The discovery of the NAG1 lineage contributes to our understanding of the evolution of archaea and their metabolic interactions with oxygen. Specifically, the NAG1 contains the most deeply rooted protoglobin known to date (Supplementary Figure S8), and appears to provide an evolutionary linkage to higher globins such as hemoglobin that are thought to have evolved from an ancestral protoglobin (Moens et al., 1996; Freitas et al., 2005; Nardini et al., 2008). Protoglobins from the obligately aerobic hyperthermophile A. pernix and the strictly anaerobic methanogen Methanosarcina acetivorans have been found to bind molecular oxygen, nitric oxide and CO, potentially protecting the organisms from nitrosative and oxidative stress (Freitas et al., 2004). Consequently, protoglobins have been found in both aerobic and anaerobic organisms. Possible functions of the NAG1 protoglobin include CO transfer to the CoxSML complex, a sensor for CO in the environment, or O2 transfer to a terminal oxidase in low O2 environments. The NAG1 organisms also contain two terminal oxidase complexes including an advanced Type A HCO and a bd-ubiquinol oxidase, which suggests that these organisms can potentially metabolize O2 under different conditions (that is, oxic/hypoxic).

The divergence of the Euryarchaeota from the Crenarchaeota is thought to have occurred 3.2–3.6 Ga, whereas the split between the Thermoproteales and Sulfolobales/Desulfurococcales was hypothesized to occur 2.3–2.7 Ga (Blank, 2009).
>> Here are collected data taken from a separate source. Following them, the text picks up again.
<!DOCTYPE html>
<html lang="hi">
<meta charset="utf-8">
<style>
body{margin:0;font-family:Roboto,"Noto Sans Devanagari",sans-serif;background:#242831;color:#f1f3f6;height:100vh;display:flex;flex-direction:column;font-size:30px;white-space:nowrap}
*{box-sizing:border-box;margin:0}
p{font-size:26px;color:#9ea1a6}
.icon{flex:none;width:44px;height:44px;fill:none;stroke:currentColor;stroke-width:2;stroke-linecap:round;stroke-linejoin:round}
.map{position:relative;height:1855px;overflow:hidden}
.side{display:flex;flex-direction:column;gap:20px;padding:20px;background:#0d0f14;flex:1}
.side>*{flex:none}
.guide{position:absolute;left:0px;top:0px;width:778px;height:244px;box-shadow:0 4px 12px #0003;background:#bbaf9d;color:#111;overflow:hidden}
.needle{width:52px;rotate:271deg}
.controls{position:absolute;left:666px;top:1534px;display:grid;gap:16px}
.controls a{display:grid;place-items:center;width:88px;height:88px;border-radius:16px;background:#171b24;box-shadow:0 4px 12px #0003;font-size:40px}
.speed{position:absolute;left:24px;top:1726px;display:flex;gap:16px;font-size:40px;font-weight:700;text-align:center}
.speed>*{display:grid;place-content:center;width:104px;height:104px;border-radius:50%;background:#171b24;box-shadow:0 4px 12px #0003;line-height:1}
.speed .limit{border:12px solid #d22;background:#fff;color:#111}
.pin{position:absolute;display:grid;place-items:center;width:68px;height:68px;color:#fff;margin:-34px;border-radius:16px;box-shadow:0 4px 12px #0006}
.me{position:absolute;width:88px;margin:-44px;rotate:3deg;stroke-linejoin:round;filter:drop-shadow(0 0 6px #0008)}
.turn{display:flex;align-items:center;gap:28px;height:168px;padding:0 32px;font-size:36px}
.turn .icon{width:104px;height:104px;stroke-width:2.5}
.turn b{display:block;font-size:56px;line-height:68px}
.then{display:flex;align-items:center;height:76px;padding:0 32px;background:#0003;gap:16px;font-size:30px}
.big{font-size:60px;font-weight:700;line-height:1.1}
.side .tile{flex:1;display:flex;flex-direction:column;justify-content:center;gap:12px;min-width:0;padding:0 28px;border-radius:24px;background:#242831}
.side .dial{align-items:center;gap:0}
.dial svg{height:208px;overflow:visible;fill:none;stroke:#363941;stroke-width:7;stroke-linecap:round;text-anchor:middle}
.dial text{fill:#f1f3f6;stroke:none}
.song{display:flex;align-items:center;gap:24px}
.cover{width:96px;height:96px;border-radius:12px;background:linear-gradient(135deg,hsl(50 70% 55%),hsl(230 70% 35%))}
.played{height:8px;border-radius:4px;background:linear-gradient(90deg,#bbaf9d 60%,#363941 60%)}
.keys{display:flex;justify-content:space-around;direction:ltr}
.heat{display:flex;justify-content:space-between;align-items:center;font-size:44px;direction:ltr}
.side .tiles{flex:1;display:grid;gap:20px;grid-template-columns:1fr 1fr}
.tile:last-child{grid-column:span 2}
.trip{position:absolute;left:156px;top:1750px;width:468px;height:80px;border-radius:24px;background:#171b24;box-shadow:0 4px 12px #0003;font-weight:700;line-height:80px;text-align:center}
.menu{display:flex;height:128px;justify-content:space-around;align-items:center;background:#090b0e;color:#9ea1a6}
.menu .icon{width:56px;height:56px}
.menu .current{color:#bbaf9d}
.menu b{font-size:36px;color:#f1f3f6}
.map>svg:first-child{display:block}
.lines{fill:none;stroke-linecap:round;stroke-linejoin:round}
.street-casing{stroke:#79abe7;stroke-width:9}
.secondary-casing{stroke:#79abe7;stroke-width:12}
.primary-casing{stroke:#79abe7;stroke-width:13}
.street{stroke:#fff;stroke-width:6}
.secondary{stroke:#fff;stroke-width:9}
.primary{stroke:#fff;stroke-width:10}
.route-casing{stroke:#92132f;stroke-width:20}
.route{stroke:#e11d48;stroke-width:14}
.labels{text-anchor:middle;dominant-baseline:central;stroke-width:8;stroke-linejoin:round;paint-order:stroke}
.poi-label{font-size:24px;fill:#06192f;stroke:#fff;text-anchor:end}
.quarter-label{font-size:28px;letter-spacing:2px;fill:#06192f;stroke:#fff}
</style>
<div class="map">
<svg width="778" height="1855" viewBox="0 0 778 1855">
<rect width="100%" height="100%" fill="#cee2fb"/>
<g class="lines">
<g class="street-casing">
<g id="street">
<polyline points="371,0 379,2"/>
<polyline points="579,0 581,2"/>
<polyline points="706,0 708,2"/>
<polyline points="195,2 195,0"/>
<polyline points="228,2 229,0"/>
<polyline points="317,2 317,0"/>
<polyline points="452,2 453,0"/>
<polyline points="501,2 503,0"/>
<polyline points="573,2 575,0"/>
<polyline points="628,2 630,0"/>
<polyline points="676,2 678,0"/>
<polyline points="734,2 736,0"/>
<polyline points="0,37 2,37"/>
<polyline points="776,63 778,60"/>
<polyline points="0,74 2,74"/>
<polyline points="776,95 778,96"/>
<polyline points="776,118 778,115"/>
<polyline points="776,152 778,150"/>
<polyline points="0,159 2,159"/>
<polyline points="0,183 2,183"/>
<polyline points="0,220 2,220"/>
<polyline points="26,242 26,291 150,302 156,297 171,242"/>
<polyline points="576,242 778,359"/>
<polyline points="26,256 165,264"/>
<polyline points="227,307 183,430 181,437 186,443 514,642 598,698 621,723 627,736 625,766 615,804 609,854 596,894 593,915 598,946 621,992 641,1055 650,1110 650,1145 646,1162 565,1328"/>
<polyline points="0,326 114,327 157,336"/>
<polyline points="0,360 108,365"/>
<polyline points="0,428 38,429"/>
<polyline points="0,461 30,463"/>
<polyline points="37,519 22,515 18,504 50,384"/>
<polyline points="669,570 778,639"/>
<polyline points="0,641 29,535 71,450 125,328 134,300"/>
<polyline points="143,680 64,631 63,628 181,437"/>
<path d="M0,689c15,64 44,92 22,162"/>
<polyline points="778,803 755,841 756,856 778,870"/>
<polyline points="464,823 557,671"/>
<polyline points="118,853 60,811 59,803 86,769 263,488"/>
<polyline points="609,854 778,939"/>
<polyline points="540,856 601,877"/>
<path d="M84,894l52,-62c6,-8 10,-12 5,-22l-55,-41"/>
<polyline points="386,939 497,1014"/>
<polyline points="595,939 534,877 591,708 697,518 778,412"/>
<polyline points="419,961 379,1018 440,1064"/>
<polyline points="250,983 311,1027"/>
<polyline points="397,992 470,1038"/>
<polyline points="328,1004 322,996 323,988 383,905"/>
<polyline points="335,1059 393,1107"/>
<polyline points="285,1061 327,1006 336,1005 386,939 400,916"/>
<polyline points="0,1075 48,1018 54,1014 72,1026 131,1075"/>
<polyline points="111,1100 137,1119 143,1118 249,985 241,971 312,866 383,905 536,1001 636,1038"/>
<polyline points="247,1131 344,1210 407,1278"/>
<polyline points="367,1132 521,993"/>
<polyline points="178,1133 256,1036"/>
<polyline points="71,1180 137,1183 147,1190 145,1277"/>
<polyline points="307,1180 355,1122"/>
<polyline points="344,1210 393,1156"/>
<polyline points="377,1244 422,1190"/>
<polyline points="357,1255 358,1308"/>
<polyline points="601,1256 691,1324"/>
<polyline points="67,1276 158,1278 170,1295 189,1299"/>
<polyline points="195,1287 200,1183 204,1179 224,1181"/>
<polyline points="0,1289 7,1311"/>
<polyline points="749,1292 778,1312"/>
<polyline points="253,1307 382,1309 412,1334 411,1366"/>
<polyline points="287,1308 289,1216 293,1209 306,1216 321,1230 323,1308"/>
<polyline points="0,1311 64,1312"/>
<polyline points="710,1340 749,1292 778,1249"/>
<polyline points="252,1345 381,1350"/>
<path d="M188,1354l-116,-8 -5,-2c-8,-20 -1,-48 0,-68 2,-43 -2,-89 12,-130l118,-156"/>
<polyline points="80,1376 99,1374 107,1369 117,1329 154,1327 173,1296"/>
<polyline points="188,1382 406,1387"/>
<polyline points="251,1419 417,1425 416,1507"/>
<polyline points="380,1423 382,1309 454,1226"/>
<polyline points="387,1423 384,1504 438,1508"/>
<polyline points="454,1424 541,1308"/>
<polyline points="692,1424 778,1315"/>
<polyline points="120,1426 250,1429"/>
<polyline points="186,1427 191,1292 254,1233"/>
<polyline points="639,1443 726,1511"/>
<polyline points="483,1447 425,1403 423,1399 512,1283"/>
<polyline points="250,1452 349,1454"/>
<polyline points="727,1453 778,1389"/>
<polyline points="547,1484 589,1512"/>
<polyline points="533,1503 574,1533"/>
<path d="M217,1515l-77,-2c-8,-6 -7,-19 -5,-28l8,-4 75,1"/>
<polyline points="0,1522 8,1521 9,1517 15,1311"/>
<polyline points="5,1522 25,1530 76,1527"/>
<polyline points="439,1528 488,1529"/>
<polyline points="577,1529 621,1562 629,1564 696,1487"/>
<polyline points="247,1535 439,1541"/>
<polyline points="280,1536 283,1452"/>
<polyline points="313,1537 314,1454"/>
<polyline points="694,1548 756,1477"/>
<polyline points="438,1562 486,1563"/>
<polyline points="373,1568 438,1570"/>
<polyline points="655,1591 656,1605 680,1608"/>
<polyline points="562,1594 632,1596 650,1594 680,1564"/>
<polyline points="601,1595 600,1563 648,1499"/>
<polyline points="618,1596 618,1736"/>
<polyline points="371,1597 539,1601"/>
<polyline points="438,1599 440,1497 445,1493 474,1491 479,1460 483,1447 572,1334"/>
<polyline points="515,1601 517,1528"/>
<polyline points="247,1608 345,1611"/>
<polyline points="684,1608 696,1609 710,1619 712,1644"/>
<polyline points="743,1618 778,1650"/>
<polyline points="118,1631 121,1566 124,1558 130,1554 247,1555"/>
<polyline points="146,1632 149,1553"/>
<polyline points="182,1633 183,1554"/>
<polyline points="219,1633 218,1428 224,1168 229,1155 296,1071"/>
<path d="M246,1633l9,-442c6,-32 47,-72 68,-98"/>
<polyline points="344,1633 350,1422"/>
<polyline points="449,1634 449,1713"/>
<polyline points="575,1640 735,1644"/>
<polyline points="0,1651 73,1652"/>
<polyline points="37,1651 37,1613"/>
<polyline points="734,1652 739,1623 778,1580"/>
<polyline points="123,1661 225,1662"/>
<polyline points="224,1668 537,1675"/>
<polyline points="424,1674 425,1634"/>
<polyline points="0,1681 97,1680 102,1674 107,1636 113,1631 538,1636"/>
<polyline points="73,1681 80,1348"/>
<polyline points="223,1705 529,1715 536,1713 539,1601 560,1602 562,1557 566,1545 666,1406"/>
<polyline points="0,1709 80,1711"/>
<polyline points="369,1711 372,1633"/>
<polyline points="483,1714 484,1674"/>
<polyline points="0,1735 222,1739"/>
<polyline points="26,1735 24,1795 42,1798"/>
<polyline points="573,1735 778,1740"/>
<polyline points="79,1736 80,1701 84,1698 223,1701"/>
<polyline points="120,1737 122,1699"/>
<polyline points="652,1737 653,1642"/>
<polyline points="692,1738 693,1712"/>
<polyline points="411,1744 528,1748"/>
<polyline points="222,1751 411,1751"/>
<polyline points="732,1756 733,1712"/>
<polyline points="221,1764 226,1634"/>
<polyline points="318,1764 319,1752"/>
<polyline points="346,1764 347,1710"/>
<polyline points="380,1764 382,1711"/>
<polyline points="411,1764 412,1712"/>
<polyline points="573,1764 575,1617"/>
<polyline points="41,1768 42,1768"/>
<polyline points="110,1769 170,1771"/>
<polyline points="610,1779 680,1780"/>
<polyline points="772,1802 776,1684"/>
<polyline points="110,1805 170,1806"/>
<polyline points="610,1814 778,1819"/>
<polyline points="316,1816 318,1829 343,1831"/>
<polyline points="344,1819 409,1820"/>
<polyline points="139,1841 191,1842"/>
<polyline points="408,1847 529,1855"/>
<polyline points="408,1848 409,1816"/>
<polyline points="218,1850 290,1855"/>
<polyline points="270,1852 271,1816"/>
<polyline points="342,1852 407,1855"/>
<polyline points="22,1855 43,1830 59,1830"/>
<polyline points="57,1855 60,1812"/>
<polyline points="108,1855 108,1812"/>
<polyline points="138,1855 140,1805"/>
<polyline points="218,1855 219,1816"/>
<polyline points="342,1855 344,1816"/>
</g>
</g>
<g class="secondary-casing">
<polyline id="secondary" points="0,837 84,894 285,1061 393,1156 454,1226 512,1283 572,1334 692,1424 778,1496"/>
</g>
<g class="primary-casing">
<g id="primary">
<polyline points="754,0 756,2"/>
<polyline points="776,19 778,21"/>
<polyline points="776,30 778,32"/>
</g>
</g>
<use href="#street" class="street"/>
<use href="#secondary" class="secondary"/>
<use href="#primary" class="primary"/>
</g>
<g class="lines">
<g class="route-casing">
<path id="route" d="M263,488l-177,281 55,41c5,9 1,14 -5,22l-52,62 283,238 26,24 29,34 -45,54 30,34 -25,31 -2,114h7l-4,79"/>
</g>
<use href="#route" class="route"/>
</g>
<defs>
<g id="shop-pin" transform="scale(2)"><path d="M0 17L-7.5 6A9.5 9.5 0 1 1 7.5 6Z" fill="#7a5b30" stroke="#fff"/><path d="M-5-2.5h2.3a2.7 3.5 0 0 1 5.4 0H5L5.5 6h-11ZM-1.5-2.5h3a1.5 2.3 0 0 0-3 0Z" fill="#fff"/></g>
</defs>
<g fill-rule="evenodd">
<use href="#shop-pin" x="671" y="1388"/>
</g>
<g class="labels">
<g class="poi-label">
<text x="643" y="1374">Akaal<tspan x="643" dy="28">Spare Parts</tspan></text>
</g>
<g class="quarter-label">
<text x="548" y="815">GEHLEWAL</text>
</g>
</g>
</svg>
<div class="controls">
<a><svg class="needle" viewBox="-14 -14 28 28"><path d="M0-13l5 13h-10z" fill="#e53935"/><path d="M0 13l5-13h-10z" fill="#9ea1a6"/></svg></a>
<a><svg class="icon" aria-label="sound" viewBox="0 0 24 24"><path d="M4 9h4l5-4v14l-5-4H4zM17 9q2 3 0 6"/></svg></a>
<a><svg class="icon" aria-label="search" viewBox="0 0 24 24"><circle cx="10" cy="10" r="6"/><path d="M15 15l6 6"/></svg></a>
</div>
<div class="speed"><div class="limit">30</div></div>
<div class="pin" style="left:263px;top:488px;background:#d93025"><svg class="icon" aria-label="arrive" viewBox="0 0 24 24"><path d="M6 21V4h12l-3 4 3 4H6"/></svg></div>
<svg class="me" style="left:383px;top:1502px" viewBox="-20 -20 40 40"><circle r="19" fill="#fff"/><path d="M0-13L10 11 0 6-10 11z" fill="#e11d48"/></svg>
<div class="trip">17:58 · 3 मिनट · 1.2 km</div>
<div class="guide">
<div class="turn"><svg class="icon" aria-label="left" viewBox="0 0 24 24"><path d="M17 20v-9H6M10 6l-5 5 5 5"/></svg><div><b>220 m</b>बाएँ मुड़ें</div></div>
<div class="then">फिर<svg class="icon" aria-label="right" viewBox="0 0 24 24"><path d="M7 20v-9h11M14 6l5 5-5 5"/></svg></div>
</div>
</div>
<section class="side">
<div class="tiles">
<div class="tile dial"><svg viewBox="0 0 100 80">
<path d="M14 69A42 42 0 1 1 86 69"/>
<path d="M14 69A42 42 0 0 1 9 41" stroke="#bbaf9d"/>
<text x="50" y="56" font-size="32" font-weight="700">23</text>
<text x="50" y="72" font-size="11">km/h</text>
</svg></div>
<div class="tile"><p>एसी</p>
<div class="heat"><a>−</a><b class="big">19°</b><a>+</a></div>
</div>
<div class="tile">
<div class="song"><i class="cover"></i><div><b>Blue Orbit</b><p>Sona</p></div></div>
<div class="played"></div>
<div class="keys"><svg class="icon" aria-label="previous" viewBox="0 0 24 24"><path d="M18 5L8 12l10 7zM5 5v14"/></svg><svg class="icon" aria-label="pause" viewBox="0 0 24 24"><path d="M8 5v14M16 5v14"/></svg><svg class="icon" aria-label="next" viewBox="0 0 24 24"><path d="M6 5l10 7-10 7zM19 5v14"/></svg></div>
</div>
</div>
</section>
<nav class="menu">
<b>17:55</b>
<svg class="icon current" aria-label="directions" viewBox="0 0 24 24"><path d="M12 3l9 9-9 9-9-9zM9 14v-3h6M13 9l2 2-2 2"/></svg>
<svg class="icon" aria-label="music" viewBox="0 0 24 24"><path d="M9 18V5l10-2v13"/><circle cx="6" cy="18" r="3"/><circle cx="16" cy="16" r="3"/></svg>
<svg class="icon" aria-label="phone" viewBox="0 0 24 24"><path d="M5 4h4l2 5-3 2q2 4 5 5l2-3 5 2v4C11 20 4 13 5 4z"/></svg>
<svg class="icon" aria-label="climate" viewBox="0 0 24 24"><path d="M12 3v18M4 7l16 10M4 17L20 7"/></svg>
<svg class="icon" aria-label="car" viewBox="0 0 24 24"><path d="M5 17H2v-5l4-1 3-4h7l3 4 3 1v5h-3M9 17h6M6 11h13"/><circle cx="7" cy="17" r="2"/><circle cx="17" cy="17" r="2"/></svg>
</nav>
The divergence of the NAG1 lineage would have occurred between these two periods, likely before ‘the Great Oxidation Event’ 2.45 Ga (Bekker et al., 2004) and perhaps before the evolution of oxygenic photosynthesis at 2.7 Ga (Barley et al., 2005). Phylogenetic analysis of the NAG1 HCO shows the deduced protein to be among the most deeply rooted Type A HCOs in the Archaea (Supplementary Figure S7), and may have been important in the divergence of other archaeal Type A HCOs in high temperature, slightly acidic ferrous iron systems, before the proposed rise in oxygen (>10−5 present atmospheric levels; Bekker et al., 2004; Barley et al., 2005).
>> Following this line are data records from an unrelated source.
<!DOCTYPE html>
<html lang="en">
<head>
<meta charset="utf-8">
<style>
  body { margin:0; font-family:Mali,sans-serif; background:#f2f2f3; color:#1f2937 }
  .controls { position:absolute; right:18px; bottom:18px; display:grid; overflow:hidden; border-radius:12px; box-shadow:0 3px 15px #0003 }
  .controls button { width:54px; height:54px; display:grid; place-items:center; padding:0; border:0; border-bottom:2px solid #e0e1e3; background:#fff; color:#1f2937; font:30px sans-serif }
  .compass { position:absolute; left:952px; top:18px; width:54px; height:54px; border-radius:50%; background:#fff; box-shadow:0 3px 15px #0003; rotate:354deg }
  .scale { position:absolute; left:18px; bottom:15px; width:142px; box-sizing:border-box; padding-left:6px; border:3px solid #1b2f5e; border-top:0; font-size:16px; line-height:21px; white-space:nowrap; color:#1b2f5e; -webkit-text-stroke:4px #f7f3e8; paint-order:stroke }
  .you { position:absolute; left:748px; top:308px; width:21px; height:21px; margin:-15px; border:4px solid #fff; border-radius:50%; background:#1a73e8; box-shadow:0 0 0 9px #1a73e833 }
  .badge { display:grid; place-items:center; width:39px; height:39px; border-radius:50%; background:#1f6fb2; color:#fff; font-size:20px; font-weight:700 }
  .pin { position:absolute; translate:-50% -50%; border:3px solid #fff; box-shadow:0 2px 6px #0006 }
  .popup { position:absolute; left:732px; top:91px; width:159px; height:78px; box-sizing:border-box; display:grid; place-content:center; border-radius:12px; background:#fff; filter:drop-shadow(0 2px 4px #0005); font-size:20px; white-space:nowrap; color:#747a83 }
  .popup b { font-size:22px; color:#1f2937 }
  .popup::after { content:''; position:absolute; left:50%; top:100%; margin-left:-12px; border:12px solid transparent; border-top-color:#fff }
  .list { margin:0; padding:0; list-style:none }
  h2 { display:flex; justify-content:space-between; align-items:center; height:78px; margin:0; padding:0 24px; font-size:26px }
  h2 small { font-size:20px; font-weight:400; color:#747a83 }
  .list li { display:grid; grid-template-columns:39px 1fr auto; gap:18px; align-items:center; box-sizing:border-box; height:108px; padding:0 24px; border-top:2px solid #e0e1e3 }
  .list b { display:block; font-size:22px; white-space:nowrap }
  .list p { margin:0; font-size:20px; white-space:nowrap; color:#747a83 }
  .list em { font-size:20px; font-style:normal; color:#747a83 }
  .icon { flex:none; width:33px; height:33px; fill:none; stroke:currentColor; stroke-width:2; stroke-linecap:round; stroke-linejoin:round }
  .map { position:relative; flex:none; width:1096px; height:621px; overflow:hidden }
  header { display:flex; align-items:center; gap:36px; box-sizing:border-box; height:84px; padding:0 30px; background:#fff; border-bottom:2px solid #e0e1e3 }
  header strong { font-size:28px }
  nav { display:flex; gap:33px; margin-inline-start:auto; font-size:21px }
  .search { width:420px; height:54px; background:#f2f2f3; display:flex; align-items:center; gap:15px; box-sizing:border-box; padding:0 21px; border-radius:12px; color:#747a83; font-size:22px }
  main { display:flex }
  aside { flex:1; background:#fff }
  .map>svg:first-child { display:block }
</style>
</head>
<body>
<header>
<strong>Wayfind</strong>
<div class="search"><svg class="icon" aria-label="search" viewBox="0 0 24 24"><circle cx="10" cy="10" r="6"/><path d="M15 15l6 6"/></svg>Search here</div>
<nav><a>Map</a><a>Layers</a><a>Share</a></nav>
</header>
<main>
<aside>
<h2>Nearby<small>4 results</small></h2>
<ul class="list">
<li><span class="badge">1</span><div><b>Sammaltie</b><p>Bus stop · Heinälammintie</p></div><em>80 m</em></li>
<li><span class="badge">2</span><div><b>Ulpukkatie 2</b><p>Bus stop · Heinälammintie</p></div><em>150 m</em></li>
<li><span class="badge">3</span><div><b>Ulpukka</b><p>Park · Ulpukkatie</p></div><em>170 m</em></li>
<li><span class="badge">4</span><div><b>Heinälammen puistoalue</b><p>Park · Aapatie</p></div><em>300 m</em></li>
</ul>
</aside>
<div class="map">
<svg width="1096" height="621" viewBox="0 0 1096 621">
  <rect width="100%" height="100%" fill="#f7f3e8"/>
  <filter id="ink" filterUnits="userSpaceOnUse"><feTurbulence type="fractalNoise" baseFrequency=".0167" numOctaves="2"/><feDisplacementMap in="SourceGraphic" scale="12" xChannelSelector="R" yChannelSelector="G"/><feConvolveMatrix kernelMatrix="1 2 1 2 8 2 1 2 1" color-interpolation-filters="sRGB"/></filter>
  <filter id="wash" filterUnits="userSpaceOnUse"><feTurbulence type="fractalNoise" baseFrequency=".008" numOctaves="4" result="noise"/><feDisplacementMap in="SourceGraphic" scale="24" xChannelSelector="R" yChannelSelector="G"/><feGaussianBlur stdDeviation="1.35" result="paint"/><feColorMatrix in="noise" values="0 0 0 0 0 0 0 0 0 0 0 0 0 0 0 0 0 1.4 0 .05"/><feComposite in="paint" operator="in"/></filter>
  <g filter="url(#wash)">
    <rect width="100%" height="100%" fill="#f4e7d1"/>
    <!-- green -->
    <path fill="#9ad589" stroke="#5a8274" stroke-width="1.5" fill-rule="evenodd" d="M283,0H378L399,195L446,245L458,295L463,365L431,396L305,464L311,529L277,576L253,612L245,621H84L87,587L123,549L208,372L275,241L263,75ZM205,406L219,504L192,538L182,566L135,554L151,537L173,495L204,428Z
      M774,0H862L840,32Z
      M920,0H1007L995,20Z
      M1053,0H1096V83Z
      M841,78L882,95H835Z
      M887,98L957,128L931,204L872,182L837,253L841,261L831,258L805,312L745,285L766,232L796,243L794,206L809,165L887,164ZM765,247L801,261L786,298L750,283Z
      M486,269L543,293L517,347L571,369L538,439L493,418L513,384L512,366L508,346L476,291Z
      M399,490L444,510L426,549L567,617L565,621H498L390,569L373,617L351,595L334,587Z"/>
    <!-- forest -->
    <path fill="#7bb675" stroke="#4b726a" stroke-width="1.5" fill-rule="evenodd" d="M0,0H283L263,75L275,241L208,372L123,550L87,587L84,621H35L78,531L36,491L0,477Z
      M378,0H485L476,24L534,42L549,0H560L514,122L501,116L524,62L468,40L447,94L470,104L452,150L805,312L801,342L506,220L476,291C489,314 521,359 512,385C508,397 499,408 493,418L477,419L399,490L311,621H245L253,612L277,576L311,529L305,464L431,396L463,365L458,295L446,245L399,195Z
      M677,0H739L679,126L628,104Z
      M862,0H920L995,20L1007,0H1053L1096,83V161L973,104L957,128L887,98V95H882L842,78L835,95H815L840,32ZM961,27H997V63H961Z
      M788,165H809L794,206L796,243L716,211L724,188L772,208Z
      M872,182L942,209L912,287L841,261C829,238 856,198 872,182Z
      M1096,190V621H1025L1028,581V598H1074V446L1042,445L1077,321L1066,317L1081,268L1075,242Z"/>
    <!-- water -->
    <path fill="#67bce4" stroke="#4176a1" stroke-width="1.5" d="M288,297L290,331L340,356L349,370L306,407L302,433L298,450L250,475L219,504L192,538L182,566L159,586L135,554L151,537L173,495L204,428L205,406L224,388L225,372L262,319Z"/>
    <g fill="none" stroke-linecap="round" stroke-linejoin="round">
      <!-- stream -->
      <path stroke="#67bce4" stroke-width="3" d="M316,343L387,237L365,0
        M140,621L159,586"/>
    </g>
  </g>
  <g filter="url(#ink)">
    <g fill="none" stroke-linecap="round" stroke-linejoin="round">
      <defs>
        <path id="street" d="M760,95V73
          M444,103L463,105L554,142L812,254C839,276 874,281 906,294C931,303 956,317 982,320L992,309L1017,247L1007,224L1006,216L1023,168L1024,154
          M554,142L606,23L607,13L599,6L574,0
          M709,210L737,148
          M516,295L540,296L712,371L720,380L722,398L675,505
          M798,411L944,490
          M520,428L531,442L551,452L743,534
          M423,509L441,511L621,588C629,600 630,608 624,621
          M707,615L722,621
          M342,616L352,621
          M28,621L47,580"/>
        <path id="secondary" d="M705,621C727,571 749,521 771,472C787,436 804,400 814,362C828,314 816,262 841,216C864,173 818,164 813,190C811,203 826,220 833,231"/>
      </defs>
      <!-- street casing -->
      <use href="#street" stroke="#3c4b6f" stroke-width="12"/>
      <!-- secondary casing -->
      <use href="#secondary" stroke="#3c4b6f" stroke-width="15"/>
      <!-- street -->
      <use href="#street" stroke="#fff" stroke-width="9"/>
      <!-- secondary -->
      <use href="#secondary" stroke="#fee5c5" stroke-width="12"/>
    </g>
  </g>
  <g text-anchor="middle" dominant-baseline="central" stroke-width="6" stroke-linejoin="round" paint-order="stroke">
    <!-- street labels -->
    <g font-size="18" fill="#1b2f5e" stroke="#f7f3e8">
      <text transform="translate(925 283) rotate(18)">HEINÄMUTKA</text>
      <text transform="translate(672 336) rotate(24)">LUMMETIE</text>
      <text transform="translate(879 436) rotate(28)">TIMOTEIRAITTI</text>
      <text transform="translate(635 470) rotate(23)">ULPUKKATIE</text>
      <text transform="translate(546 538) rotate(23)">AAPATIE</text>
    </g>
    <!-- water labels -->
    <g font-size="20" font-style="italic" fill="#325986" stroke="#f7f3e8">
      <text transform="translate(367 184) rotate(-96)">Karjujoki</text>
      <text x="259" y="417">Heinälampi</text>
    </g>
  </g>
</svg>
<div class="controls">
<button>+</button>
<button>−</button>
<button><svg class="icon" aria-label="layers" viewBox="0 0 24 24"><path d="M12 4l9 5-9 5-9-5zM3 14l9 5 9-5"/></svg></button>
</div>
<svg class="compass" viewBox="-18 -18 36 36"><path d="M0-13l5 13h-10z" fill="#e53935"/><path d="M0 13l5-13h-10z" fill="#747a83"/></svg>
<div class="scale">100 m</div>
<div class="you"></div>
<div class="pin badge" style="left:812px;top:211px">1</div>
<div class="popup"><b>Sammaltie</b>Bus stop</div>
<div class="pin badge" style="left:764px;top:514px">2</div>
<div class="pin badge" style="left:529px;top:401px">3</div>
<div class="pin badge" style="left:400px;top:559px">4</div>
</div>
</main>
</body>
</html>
Organisms within the NAG1 lineage are important in many of the moderately acidic Fe-rich mats studied in YNP (as inferred from 16S rRNA gene distribution) and may exhibit unique biochemical signatures that, if preserved in the fossil record, would provide additional tools for understanding the importance of this habitat type in Earth’s evolutionary history. Archaeal lipid biomarkers have generated significant interest as a tool for determining the presence of specific archaea in different paleobiological contexts. Analysis of NAG1 genes for isoprenoid biosynthesis has revealed a farnesylgeranyl diphosphate synthase with a chain-length determination region identical to that of A. pernix, which is one of only a very few archaeal species to produce C25 archaeols exclusively (Supplementary Figure S10; Matsumi et al., 2011). Consequently, the genetic evidence suggests that NAG1 organisms may also produce C25 archaeols, and this may prove to be a unique biomarker for examining various Fe(III) formations with paleobiological significance, especially given that members of the Sulfolobales produce C40 caldarchaeols via an alternate mevalonate pathway.

Although it is not yet known whether any useful biomarkers specific to the NAG1 lineage can be utilized with confidence, this is a high priority for future work that could answer whether NAG1-like populations were important in other Fe oxide formations preserved in the rock record. Further genetic, phylogenetic and structural analysis of proteins produced by NAG1-like organisms or other members of this lineage will provide additional insight regarding the exact phylogenetic placement of the candidate phylum Geoarchaeota, as well as possible evolutionary linkages to both domains Bacteria and Eukarya. Moreover, efforts to isolate relevant members of this lineage should now have a higher probability of success using genomic information to customize growth conditions.